All of this combines to play on my insecurities and doubts about myself.
Last week I hit a real low— I knew it was happening, I could recognise it for what it was and analyse it as it was happening, but I could neither stop it nor escape it. And the barbs came thick and fast:
You’re a fake.
Give up now – nobody will even notice. Your poetry sucks anyway. Nobody would miss you if you didn’t show up. As if anyone actually wants to be with you.
You’re a terrible friend.
All you do is hurt people.
You’re so selfish – thinking about your own feelings instead of what others need.
You’re useless.Do you even know what you’re doing?
Maybe that student is right: you’re a terrible teacher and a horrible person.
Pathetic, feeling sorry for yourself like this. Who do you think you’re kidding?
A day as lousy as this is exactly what you you had coming.
It has been quite awful. The emotions that rage within me at these times are raw and powerful, but they are also subtle and stealthy in the ways that they lurk in the dark corners, preying subtly on every raw nerve ending and every perceived failure. The tears have often been close to the surface, and have been quickly blinked back each time they threaten to overflow. The sense of powerlessness has been overwhelming.
On one level, I know those accusations are not true but, at the same time, it honestly feels as though they are. The more my brain says those things, the more believable they become.
I also know from previous experience that it won’t last. It may come and go, but it’s not permanent.
That doesn’t make getting through it any easier, though.
Because … what if it *is* true?
That’s the fear that keeps me from confessing how I feel until afterwards. Even if I told someone, any reassurance they gave me would be met with the doubt that they might just be saying it for my benefit. I would continue to doubt the legitimacy of any encouragement they might give me. So, I just hold on and wait for it to pass. So how do I weather this kind of storm?
I have got through it with the support and encouragement of a few key people who remind me that I am valued, loved and wanted.
They have helped me in small ways to do what I needed to do, often without realising they were doing that. None of them knew the truth of how I have been feeling.
Support from a colleague helped me walk into the next classroom.

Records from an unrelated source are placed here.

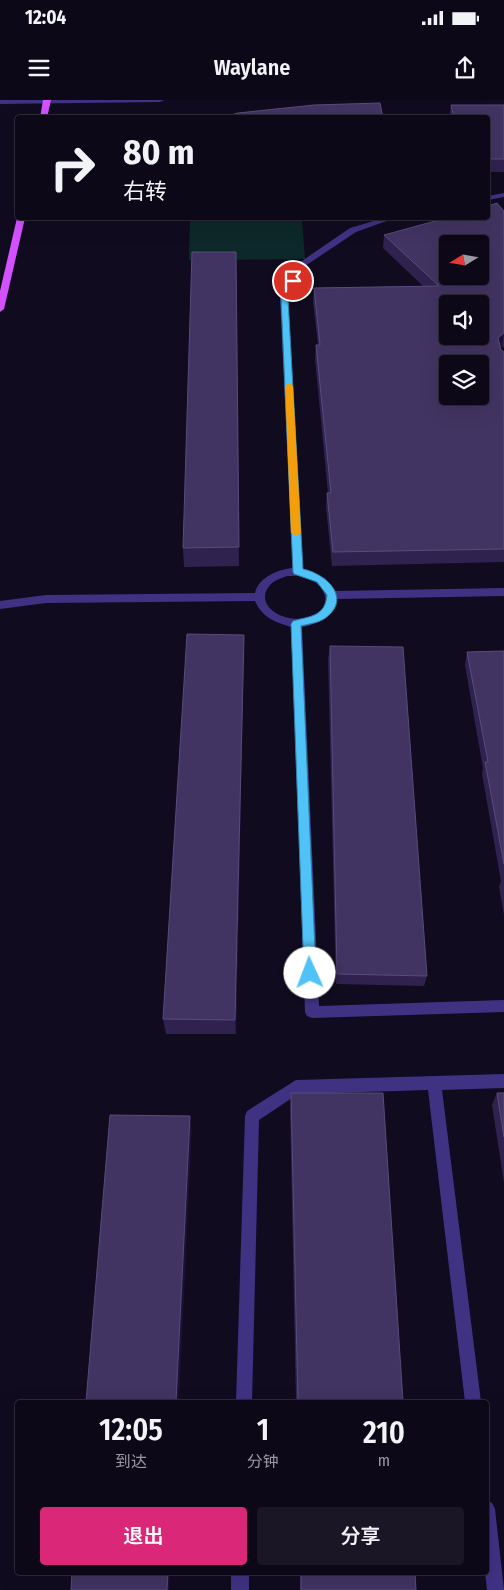 <!DOCTYPE html>
<html lang="zh">
<meta charset="utf-8">
<style>
body{margin:0;font-family:"Fira Sans Condensed","Noto Sans SC",sans-serif;background:#1b1625;color:#f1f3f6;height:100vh;display:flex;flex-direction:column;font-size:19px;white-space:nowrap}
*{box-sizing:border-box;margin:0}
p{font-size:16px;color:#9a9aa2}
.icon{flex:none;width:28px;height:28px;fill:none;stroke:currentColor;stroke-width:2;stroke-linecap:round;stroke-linejoin:round}
.map{position:relative;flex:1;overflow:hidden}
.drawer{position:absolute;left:15px;top:1300px;width:474px;height:175px;display:flex;flex-direction:column;background:#0d0818;border-radius:5px;box-shadow:0 5px 20px #0002,0 0 0 1px #2d2937}
.drawer>*{flex:none}
.guide{position:absolute;left:15px;top:15px;width:475px;height:105px;border-radius:5px;box-shadow:0 5px 20px #0002,0 0 0 1px #2d2937;background:#0d0818;color:#f1f3f6;overflow:hidden}
.needle{width:32px;rotate:259deg}
.buttons{position:absolute;left:439px;top:135px;display:grid;gap:10px}
.buttons a{display:grid;place-items:center;width:50px;height:50px;border-radius:5px;background:#0d0818;box-shadow:0 5px 20px #0002,0 0 0 1px #2d2937;font-size:25px}
.pin{position:absolute;display:grid;place-items:center;width:42px;height:42px;color:#fff;margin:-21px;border:2px solid #fff;border-radius:50%;box-shadow:0 1px 5px #0007}
.me{position:absolute;width:55px;margin:-28px;rotate:358deg;stroke-linejoin:round;filter:drop-shadow(0 0 4px #0008)}
.turn{display:flex;align-items:center;gap:18px;height:105px;padding:0 25px;font-size:22px}
.turn .icon{width:65px;height:65px;stroke-width:2.5}
.turn b{display:block;font-size:35px;line-height:42px}
.eta{display:flex;justify-content:space-evenly;align-items:center;height:85px;text-align:center}
.eta b{font-size:30px;font-weight:600;line-height:35px}
.button{display:flex;gap:10px;margin-top:auto;padding:10px 25px}
.button a{flex:1;height:58px;border-radius:5px;background:#db2777;color:#fff;font-size:20px;font-weight:600;line-height:58px;text-align:center}
.button a+a{background:#1b1625;color:#f1f3f6}
.status{display:flex;justify-content:space-between;align-items:center;height:35px;padding:0 25px;background:#0d0818;direction:ltr}
.status svg{height:14px;fill:currentColor}
header{display:flex;justify-content:space-between;align-items:center;height:65px;padding:0 25px;background:#0d0818;font-size:22px;font-weight:600}
.map>svg:first-child{display:block}
.green{fill:#0d282a}
.lines{fill:none;stroke-linecap:round;stroke-linejoin:round}
.minor{fill:#3f3283;fill-rule:evenodd}
.major{fill:#d351ff;fill-rule:evenodd}
.wall{fill:#30224f}
.shaded-wall{fill:#1c1134}
.building{fill:#423462;stroke:#594b7b;fill-rule:evenodd}
.route{fill:#4fc3f7;stroke:#337fa1}
.slow{fill:#f59e0b}
</style>
<div class="status"><b>12:04</b><svg viewBox="0 0 49 12"><path d="M0 12V9h3v3zM5 12V6h3v6zM10 12V3h3v9zM15 12V0h3v12zM26 1h20v11H26zM47 4h2v5h-2z"/></svg></div>
<header><svg class="icon" aria-label="menu" viewBox="0 0 24 24"><path d="M4 6h16M4 12h16M4 18h16"/></svg>Waylane<svg class="icon" aria-label="share" viewBox="0 0 24 24"><path d="M12 15V3M7 8l5-5 5 5M5 13v7h14v-7"/></svg></header>
<div class="map">
<svg width="504" height="1490" viewBox="0 0 504 1490">
<rect width="100%" height="100%" fill="#110b20"/>
<!-- green -->
<path class="green" d="M 302,120 L 305,159 L 189,160 L 190,121 Z"/>
<g class="lines">
<!-- minor -->
<path class="minor" d="M 0,0 L 164,0 L 160,2 L 0,4 Z
M 504,93 L 504,97 L 488,100 L 488,96 Z
M 384,118 L 395,118 L 356,132 L 305,166 L 288,198 L 303,469 L 325,478 L 335,491 L 504,488 L 504,496 L 336,499 C 335,515 317,525 302,527 L 319,906 L 504,900 L 504,912 L 312,918 L 307,916 L 305,912 L 291,527 C 274,522 262,517 255,501 L 46,503 L 0,509 L 0,501 L 46,495 L 255,493 C 258,478 278,469 293,468 L 280,198 L 299,163 L 350,128 ZM 287,476 C 294,476 300,475 306,477 C 320,482 334,500 319,512 C 292,531 249,506 271,484 C 275,480 282,478 287,476 Z
M 504,974 L 504,988 L 442,990 L 481,1302 L 465,1302 L 428,990 L 298,994 L 259,1020 L 252,1302 L 236,1302 L 245,1016 L 247,1011 L 296,980 Z
M 486,1400 L 492,1403 L 495,1409 L 504,1490 L 487,1490 L 485,1472 Z
M 231,1472 L 249,1472 L 249,1490 L 231,1490 Z"/>
<!-- major -->
<path class="major" d="M 43,0 L 51,0 L 47,18 L 40,18 Z
M 17,118 L 25,118 L 4,209 L 0,212 L 0,191 Z"/>
</g>
<!-- wall -->
<path class="wall" d="M 451,5 L 504,5 L 504,72 L 488,72 L 488,18 L 449,18 Z
M 504,111 L 504,248 L 502,246 L 500,247 L 501,250 L 504,252 L 504,462 L 332,466 L 326,407 L 327,393 L 328,393 L 315,259 L 316,245 L 318,245 L 313,201 L 314,188 L 423,186 L 383,148 L 384,135 Z
M 236,152 L 239,466 L 184,467 L 183,448 Z
M 244,535 L 236,934 L 166,934 L 163,919 Z
M 330,546 L 427,876 L 424,886 L 336,884 L 328,559 Z
M 504,551 L 504,815 L 499,787 L 501,781 L 482,674 L 483,668 L 465,565 L 467,552 Z
M 291,993 L 403,1302 L 296,1302 L 290,1006 Z
M 497,993 L 504,993 L 504,1083 L 492,1005 Z
M 300,1472 L 415,1472 L 416,1490 L 300,1490 Z"/>
<!-- shaded-wall -->
<path class="shaded-wall" d="M 504,233 L 502,246 L 495,251 L 498,238 Z
M 244,535 L 244,554 L 236,934 L 235,920 Z
M 190,1016 L 192,1029 L 179,1302 L 176,1302 Z
M 168,1472 L 170,1472 L 169,1490 L 167,1490 Z"/>
<!-- building -->
<path class="building" d="M 380,3 L 383,18 L 220,18 L 238,13 L 314,5 Z
M 451,5 L 504,5 L 504,59 L 488,59 L 488,18 L 454,18 Z
M 497,103 L 504,111 L 504,233 L 498,238 L 501,250 L 504,252 L 504,449 L 333,452 L 327,393 L 331,393 L 316,245 L 320,245 L 314,188 L 439,186 L 384,135 L 446,118 L 488,118 L 488,106 ZM 448,144 L 480,144 L 480,176 L 448,176 ZM 448,204 L 480,204 L 480,236 L 448,236 ZM 448,264 L 480,264 L 480,296 L 448,296 Z
M 192,152 L 236,152 L 239,447 L 183,448 Z
M 187,534 L 244,535 L 235,920 L 163,919 Z
M 330,546 L 403,547 L 427,876 L 337,874 Z
M 504,551 L 504,764 L 485,662 L 488,662 L 467,552 Z
M 291,993 L 383,993 L 403,1302 L 298,1302 Z
M 497,993 L 504,993 L 504,1037 Z
M 110,1015 L 190,1016 L 176,1302 L 86,1302 Z
M 72,1472 L 168,1472 L 167,1490 L 71,1490 Z
M 301,1472 L 415,1472 L 416,1490 L 301,1490 Z"/>
<!-- route -->
<path class="route" d="M 291,180 L 297,181 L 288,198 L 303,469 C 327,474 353,499 324,519 C 318,523 308,524 301,526 L 316,873 L 315,877 L 310,878 L 306,877 L 304,873 L 291,524 L 293,521 C 310,516 325,517 327,495 L 317,482 L 294,474 L 293,472 L 281,198 Z"/>
<!-- slow -->
<path class="slow" d="M 289,283 L 293,286 L 301,433 L 296,436 L 291,433 L 285,286 Z"/>
</svg>
<div class="buttons">
<a><svg class="needle" viewBox="-14 -14 28 28"><path d="M0-13l5 13h-10z" fill="#e53935"/><path d="M0 13l5-13h-10z" fill="#9a9aa2"/></svg></a>
<a><svg class="icon" aria-label="sound" viewBox="0 0 24 24"><path d="M4 9h4l5-4v14l-5-4H4zM17 9q2 3 0 6"/></svg></a>
<a><svg class="icon" aria-label="layers" viewBox="0 0 24 24"><path d="M12 4l9 5-9 5-9-5zM3 14l9 5 9-5"/></svg></a>
</div>
<div class="pin" style="left:293px;top:181px;background:#d93025"><svg class="icon" aria-label="arrive" viewBox="0 0 24 24"><path d="M6 21V4h12l-3 4 3 4H6"/></svg></div>
<svg class="me" style="left:310px;top:873px" viewBox="-20 -20 40 40"><circle r="19" fill="#fff"/><path d="M0-13L10 11 0 6-10 11z" fill="#4fc3f7"/></svg>
<div class="guide">
<div class="turn"><svg class="icon" aria-label="right" viewBox="0 0 24 24"><path d="M7 20v-9h11M14 6l5 5-5 5"/></svg><div><b>80 m</b>右转</div></div>
</div>
<section class="drawer">
<div class="eta">
<div><b>12:05</b><p>到达</p></div>
<div><b>1</b><p>分钟</p></div>
<div><b>210</b><p>m</p></div>
</div>
<div class="button"><a>退出</a><a>分享</a></div>
</section>
</div>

A message from a family member asking hopefully if I was leaving work and coming home soon reassured me that I was missed, and would be welcomed when I got there.

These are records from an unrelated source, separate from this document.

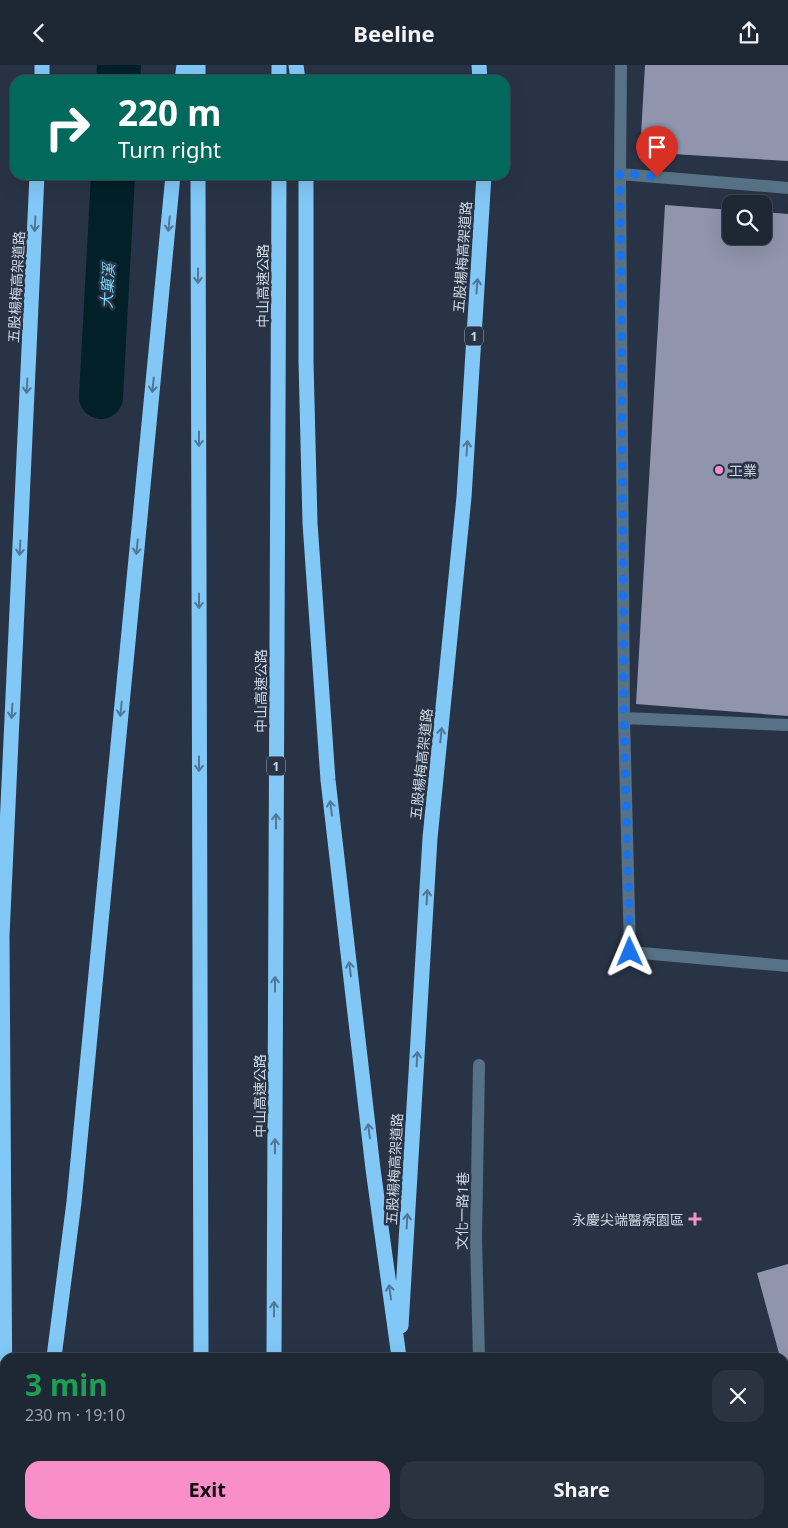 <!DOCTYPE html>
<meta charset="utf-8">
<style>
:root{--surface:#1e2734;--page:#2b3340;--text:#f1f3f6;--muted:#a1a5ac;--line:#3c444f;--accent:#f98fc9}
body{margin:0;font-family:"Noto Sans","Noto Sans TC",sans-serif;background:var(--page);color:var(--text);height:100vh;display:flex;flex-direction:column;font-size:19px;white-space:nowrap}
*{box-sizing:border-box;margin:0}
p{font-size:16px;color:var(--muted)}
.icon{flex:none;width:28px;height:28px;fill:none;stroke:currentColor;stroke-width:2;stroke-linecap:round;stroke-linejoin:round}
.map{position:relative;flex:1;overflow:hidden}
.panel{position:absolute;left:0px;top:1288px;width:789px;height:176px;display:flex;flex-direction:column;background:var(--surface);border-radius:15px 15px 0 0;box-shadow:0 5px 20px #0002,0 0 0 1px var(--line)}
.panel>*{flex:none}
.top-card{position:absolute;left:10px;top:10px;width:500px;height:105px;border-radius:15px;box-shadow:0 5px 20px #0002,0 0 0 1px var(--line);background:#00695c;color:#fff;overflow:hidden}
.tools{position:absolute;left:722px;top:130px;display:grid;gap:10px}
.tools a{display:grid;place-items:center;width:50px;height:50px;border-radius:10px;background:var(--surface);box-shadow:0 5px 20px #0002,0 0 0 1px var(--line);font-size:25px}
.pin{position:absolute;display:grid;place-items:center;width:42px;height:42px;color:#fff;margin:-51px -21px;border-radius:50% 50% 50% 0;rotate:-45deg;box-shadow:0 0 5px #0007}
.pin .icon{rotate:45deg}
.me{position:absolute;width:55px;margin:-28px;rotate:359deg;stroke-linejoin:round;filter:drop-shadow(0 0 4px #0008)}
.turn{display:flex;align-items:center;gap:18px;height:105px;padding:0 25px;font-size:22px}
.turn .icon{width:65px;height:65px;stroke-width:2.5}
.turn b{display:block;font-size:35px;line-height:42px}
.round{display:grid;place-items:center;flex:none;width:52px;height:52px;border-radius:15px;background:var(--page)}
.head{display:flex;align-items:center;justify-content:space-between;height:85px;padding:0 25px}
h1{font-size:30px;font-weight:700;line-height:38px;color:#1e9e55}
.action{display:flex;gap:10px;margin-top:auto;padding:10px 25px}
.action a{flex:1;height:58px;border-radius:15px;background:var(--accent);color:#111;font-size:20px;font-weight:700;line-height:58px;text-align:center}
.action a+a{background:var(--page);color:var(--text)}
header{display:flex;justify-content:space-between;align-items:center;height:65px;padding:0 25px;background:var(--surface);font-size:22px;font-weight:700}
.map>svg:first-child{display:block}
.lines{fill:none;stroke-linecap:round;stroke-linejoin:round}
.river{stroke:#012028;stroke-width:44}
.building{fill:#9095ad}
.minor{stroke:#577286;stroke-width:12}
.highway{stroke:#81c8f7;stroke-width:15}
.oneway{stroke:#507796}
.route{stroke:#1a73e8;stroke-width:9;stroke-dasharray:0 16.2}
.poi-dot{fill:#f98fc9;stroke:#283446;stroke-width:2}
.labels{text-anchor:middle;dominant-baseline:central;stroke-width:5;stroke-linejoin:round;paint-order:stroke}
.shield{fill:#283446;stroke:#9ea7b4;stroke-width:1}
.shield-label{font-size:12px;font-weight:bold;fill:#d0d8e3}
.street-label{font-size:14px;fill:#d0d8e3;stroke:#283446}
.poi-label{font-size:14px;fill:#d0d8e3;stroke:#283446;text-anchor:start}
.water-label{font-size:15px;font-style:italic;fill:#77daf9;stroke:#283446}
</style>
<header><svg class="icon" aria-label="back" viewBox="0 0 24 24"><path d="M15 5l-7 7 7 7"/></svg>Beeline<svg class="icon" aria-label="share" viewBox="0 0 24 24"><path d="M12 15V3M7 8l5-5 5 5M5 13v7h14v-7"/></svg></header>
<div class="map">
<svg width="788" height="1463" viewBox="0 0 788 1463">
<rect width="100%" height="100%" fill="#283446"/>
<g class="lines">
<path class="river" d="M118 15 119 0
M101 332 113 110"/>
</g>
<path class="building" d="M645 0H788V96L640 87Z
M665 140 731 145V171H764V147L788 149V651L636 639Z
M788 1199V1319H787L784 1306V1292H780L757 1208Z"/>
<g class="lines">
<path class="minor" d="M621 0 620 109 788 123
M620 109 624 653 788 660
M624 653 630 887 788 901
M479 1292 476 1173 479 1000
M482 1459 483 1463
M602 1463 603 1459"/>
<path class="highway" d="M198 0V15
M296 0 298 15
M479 0 480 15
M42 15V0
M182 15 184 0
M279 15V0
M198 110 201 1292
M306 110V296L310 458 328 715 373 1104 399 1292
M401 1261 430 773 464 432 484 110
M54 1292 74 1137 173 110
M274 1292 279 110
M5 1355 2 871 37 110
M7 1459V1463
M422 1459 423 1463
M32 1463V1459
M201 1463V1459
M272 1463V1459
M389 1463V1459"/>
</g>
<defs><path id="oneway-shaft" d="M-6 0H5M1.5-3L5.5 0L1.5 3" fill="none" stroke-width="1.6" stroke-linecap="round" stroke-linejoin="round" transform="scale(1.25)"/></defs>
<g class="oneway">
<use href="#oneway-shaft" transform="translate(35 159) rotate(93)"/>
<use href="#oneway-shaft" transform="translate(169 159) rotate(96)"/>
<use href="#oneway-shaft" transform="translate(198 211) rotate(90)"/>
<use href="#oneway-shaft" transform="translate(477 221) rotate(-86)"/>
<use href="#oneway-shaft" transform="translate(153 320) rotate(96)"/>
<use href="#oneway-shaft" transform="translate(27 321) rotate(93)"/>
<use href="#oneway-shaft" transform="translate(199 374) rotate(90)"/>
<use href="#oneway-shaft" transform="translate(467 383) rotate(-86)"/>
<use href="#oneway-shaft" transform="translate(137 482) rotate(96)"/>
<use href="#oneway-shaft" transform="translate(20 483) rotate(93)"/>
<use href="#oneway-shaft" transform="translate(199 536) rotate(90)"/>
<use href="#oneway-shaft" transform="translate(121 644) rotate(96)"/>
<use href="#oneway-shaft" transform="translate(12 646) rotate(93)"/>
<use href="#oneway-shaft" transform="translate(441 670) rotate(-84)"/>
<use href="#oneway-shaft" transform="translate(199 699) rotate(90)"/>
<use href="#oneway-shaft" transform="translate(331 743) rotate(-97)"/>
<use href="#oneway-shaft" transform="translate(276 756) rotate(-90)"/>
<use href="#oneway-shaft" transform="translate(427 832) rotate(-87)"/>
<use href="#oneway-shaft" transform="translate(350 904) rotate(-97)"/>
<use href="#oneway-shaft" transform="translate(275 919) rotate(-90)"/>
<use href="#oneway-shaft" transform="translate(417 994) rotate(-87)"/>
<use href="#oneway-shaft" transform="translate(369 1066) rotate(-97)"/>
<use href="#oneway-shaft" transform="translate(275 1081) rotate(-90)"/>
<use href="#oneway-shaft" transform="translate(407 1156) rotate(-87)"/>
<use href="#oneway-shaft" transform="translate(390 1227) rotate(-98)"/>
<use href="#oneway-shaft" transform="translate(274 1244) rotate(-90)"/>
</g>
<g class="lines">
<path class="route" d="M630 887 624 653 620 108 657 112"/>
</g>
<g class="poi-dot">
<circle cx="719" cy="405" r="5"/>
<path d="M692.5 1146.5h5v5h5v5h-5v5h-5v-5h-5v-5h5z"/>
</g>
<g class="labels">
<g class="shield">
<rect x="465" y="261.5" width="18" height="19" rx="4"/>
<rect x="267" y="691.5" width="18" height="19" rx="4"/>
</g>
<g class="shield-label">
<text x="474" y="271">1</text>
<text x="276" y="701">1</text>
</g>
<g class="street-label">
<text transform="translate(462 192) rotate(-86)">五股楊梅高架道路</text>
<text transform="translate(262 221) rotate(-90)">中山高速公路</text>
<text transform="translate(16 222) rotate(-87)">五股楊梅高架道路</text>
<text transform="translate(260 626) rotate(-90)">中山高速公路</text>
<text transform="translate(421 699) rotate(-84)">五股楊梅高架道路</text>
<text transform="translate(259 1031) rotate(-90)">中山高速公路</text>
<text transform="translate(394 1104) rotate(-87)">五股楊梅高架道路</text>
<text transform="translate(462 1146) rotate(-89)">文化一路1巷</text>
</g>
<g class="poi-label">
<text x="729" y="405">工業</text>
<text x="684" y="1154" text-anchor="end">永慶尖端醫療園區</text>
</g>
<g class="water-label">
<text transform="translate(107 221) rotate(-87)">大窠溪</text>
</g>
</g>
</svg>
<div class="tools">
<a><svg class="icon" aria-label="search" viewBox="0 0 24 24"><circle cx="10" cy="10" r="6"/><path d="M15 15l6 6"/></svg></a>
</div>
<div class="pin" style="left:657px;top:112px;background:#d93025"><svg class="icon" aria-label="arrive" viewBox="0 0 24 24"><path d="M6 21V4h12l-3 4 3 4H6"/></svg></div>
<svg class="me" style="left:630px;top:887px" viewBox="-20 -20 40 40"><path d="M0-17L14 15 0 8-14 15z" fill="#1a73e8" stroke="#fff" stroke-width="4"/></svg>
<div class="top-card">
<div class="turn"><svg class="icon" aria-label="right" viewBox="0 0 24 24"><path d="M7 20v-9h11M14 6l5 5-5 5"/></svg><div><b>220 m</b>Turn right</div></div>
</div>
<section class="panel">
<div class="head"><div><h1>3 min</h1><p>230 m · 19:10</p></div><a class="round"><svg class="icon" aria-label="close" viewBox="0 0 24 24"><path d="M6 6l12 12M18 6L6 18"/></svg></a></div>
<div class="action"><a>Exit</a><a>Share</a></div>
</section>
</div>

A little kiss on my forehead and ‘I love you’ from my niece reminded me that I didn’t have to prove anything to her.
The sensitive empathy of my dog demonstrated, like she has done so many other times, that love is sometimes as unconditional as it should be.
A kind word of appreciation from a couple of different cast members made me feel valued, despite my doubts.
Once again, all those things demonstrated that I don’t need to be able to control the storm. I just need to be able to know where I can find shelter.
Author’s Note: the fact that I have posted this means that I have started to come out the other side of this negativity. I’m okay.